### [BRIEF]
Pull out every line below that contains the word "down".

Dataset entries
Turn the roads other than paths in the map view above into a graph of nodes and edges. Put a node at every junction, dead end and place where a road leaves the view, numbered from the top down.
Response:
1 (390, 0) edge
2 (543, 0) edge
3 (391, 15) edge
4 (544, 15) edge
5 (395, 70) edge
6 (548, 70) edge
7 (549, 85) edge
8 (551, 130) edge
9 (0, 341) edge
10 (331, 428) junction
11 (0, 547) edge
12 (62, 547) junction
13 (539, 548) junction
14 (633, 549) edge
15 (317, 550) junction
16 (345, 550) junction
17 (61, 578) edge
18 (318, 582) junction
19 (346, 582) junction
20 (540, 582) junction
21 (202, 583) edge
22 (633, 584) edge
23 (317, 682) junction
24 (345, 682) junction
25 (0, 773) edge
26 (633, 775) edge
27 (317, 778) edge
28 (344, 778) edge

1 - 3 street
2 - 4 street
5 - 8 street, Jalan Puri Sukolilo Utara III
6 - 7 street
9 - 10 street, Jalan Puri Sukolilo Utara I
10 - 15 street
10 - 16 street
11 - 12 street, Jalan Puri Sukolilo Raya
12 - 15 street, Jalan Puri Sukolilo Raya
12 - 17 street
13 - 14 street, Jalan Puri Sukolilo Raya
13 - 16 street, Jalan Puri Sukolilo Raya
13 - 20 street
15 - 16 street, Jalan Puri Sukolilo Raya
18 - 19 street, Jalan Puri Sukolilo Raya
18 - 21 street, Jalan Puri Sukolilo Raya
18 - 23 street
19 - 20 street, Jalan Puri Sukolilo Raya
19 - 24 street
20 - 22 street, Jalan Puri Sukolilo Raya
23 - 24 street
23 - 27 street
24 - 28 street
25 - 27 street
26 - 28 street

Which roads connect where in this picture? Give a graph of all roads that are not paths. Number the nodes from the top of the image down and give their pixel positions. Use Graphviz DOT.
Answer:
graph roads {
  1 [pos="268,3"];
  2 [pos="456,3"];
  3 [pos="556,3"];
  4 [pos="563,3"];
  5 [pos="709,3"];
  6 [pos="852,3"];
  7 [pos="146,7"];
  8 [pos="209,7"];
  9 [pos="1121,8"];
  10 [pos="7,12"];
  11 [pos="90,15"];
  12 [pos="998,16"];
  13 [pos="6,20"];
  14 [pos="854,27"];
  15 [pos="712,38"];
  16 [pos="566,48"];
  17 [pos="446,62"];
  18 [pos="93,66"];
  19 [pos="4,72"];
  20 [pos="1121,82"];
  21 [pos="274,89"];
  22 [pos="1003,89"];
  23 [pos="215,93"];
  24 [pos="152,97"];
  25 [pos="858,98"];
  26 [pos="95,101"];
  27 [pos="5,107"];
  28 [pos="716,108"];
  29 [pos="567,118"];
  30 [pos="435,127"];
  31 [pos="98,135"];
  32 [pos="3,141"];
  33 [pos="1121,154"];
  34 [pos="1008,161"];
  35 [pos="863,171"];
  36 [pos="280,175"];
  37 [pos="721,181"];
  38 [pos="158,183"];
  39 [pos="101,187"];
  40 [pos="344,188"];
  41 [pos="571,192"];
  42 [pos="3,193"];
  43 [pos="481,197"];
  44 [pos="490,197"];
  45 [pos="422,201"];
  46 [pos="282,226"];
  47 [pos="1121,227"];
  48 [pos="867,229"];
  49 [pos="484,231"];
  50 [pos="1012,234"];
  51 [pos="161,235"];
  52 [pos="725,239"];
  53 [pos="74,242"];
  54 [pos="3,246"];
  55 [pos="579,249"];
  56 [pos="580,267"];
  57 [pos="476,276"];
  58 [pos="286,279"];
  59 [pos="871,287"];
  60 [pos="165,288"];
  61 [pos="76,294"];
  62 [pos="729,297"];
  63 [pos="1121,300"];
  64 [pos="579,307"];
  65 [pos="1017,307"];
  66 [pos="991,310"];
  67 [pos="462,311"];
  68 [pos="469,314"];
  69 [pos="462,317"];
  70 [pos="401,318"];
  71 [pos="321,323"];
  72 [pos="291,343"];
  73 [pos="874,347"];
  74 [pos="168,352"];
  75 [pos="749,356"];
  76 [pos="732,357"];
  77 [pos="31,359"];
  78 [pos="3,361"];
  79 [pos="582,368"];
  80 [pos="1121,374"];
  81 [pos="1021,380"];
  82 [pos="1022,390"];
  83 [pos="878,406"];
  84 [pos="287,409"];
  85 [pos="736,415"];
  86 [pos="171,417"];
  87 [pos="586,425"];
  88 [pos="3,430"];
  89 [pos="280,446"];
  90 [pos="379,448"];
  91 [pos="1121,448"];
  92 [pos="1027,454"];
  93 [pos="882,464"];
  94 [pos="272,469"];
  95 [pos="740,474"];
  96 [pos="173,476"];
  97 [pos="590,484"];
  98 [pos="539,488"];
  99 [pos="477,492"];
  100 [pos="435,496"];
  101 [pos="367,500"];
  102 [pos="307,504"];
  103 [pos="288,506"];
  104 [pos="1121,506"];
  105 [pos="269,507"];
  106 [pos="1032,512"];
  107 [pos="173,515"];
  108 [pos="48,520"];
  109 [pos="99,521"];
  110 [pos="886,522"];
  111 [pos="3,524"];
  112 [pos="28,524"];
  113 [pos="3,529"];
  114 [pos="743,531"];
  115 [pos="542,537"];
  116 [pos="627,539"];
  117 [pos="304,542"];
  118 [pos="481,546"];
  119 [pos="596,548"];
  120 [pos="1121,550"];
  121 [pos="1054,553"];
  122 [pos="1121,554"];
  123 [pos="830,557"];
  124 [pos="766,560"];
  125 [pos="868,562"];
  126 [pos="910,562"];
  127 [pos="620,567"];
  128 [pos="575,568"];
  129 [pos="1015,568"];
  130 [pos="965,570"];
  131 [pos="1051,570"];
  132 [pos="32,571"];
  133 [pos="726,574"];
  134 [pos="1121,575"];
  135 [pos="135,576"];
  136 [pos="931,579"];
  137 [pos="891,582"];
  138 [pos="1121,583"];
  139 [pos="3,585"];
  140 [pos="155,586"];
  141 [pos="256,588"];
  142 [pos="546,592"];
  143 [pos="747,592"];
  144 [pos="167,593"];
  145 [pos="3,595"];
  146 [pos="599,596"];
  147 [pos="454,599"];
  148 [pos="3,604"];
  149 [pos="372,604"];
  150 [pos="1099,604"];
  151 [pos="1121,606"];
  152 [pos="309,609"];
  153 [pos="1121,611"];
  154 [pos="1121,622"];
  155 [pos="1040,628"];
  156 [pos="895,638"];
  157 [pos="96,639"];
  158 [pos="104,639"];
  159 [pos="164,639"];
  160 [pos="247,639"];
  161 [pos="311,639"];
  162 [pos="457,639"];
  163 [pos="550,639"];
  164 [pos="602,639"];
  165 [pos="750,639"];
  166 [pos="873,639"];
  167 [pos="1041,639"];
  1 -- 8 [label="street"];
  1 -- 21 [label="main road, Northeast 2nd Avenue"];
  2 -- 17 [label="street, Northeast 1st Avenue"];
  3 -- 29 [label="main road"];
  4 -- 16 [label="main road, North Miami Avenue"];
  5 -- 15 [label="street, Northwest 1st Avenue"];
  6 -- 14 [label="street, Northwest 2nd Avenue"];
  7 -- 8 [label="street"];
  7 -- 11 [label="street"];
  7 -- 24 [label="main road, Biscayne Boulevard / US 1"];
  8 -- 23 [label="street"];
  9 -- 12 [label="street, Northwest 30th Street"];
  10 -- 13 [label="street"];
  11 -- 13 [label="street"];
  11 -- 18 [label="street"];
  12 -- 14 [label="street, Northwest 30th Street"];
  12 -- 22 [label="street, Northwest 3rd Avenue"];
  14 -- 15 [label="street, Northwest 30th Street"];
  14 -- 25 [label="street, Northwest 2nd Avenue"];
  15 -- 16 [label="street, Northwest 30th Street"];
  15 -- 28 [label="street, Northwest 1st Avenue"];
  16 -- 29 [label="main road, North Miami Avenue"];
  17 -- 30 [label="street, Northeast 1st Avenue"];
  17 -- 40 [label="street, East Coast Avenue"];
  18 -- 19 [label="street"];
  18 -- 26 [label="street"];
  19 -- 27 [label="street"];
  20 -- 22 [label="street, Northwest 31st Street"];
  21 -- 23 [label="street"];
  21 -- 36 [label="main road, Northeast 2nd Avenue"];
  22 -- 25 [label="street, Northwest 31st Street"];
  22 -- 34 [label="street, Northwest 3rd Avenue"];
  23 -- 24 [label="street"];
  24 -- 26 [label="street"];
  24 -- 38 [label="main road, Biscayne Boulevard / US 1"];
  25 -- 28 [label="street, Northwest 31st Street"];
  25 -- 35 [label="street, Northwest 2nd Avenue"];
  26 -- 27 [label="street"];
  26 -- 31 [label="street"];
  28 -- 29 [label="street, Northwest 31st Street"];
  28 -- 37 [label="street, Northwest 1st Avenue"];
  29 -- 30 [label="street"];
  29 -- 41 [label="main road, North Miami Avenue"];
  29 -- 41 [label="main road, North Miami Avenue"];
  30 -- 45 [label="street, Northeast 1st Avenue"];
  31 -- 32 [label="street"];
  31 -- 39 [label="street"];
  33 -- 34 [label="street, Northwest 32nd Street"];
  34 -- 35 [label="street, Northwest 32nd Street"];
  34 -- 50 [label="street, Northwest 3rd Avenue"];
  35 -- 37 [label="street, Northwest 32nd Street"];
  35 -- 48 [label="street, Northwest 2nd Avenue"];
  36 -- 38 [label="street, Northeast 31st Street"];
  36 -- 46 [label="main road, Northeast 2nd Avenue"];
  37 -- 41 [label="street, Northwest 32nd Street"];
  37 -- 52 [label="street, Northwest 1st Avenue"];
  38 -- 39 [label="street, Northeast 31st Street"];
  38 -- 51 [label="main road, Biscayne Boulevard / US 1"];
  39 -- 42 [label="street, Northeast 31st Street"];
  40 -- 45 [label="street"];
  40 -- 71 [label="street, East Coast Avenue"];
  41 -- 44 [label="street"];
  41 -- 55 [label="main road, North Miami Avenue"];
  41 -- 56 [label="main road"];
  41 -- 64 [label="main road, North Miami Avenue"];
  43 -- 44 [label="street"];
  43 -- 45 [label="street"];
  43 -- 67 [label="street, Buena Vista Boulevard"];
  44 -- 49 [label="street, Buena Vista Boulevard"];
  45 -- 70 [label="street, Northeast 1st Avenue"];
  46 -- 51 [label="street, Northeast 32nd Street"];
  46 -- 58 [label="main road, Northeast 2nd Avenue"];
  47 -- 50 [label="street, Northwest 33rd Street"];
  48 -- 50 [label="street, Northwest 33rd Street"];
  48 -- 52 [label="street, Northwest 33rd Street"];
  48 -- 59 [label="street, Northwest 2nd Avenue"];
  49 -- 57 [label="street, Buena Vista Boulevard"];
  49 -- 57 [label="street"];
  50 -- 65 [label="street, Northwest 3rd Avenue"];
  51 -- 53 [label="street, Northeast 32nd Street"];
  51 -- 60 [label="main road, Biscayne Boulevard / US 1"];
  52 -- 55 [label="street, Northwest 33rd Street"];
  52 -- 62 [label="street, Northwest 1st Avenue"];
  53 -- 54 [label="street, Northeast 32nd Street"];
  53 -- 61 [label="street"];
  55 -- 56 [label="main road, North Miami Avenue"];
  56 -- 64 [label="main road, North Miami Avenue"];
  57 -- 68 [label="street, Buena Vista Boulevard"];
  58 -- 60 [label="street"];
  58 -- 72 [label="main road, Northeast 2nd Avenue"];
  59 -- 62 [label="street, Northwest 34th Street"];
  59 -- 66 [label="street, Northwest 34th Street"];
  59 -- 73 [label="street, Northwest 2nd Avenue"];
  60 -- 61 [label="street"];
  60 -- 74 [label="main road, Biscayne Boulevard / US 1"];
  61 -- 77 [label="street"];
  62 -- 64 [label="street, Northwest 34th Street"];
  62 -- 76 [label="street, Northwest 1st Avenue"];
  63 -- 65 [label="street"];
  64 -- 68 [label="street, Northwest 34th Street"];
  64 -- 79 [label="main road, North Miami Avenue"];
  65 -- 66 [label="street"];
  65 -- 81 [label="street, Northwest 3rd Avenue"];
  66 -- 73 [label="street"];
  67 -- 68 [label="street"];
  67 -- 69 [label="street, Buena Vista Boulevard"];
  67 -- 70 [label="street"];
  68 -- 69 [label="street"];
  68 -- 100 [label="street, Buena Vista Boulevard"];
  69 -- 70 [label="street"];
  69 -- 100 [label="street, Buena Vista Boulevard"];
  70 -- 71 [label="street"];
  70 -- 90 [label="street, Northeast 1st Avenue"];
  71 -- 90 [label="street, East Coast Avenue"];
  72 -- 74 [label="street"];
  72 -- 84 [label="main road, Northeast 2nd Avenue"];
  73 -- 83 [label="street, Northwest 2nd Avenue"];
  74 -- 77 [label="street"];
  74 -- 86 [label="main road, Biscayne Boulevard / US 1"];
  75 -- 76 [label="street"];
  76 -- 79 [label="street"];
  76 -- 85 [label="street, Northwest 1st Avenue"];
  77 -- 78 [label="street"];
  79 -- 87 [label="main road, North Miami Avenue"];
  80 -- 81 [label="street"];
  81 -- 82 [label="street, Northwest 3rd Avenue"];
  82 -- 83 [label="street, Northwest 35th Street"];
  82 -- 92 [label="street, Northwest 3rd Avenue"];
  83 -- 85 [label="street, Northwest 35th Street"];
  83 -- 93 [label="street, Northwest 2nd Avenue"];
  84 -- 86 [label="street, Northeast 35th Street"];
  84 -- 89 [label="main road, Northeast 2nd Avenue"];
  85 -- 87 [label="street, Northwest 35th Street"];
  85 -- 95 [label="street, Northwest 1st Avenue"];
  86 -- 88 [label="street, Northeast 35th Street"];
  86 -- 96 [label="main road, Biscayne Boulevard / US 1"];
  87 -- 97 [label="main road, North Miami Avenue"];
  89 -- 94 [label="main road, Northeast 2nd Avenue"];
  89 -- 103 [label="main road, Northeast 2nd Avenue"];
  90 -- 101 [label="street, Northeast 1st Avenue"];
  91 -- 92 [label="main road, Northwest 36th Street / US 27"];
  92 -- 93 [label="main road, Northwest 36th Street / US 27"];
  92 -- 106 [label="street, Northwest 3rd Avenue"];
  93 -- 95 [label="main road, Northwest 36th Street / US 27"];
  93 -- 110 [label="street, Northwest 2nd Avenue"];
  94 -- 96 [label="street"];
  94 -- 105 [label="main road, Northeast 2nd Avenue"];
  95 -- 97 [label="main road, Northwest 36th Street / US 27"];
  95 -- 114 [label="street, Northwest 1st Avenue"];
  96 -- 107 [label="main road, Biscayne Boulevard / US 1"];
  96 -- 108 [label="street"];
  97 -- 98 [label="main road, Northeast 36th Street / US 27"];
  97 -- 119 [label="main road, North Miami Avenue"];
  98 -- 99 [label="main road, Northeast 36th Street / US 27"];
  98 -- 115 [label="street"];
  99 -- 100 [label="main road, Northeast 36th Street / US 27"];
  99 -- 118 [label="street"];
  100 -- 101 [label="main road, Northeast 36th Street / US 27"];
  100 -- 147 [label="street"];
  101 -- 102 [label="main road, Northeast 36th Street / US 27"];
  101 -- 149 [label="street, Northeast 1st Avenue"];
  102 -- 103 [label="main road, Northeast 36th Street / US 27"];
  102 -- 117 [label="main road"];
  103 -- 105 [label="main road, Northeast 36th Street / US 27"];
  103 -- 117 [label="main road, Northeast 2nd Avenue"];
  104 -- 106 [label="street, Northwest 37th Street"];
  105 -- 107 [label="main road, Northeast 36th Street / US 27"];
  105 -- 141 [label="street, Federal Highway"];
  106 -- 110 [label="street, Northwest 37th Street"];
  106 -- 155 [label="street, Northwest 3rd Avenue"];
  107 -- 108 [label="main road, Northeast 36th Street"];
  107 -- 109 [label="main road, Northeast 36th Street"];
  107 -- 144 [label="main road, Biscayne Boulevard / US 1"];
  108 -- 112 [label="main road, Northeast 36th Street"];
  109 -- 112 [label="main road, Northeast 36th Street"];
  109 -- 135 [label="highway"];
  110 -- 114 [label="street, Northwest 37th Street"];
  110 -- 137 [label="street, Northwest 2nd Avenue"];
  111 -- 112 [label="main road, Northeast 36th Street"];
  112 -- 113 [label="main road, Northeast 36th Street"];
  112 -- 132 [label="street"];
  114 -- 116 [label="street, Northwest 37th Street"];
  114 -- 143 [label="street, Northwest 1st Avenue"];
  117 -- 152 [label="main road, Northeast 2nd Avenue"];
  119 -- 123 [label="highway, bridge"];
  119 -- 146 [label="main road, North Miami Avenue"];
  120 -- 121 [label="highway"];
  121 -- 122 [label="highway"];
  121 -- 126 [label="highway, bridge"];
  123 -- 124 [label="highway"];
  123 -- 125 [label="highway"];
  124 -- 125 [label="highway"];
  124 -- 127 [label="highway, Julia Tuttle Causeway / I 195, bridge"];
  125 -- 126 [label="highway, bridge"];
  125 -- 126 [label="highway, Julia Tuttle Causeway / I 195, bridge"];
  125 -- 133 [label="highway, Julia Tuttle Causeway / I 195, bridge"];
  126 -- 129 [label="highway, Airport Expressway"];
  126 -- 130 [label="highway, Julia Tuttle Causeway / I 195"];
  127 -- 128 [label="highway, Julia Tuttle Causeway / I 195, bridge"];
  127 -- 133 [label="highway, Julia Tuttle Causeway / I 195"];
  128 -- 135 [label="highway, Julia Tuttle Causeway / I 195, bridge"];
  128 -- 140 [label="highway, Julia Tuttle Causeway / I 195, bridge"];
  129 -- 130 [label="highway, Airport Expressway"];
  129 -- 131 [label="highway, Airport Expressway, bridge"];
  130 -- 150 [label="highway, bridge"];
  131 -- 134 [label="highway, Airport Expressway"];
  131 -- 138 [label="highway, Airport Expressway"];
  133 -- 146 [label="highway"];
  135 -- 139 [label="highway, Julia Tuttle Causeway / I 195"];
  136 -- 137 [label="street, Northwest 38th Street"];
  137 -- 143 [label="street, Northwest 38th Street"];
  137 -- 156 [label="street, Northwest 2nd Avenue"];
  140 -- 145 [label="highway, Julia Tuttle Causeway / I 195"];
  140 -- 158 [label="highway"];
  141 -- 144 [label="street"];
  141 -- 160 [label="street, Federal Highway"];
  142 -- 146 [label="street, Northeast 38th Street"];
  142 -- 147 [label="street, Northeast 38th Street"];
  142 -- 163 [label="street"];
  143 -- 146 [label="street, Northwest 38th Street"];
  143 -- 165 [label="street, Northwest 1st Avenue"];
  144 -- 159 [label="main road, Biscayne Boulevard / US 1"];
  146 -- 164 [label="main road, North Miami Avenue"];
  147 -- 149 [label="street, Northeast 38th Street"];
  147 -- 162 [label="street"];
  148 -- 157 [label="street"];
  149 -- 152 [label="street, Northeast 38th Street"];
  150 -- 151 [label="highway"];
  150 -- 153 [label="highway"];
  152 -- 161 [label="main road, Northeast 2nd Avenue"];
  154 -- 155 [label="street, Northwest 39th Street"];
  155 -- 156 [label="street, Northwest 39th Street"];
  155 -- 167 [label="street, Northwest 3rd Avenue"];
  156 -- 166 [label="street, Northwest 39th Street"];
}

### [YOUR RESPONSE]
Turn the roads other than paths in the map view above into a graph of nodes and edges. Put a node at every junction, dead end and place where a road leaves the view, numbered from the top down.
Which roads connect where in this picture? Give a graph of all roads that are not paths. Number the nodes from the top of the image down and give their pixel positions. Use Graphviz DOT.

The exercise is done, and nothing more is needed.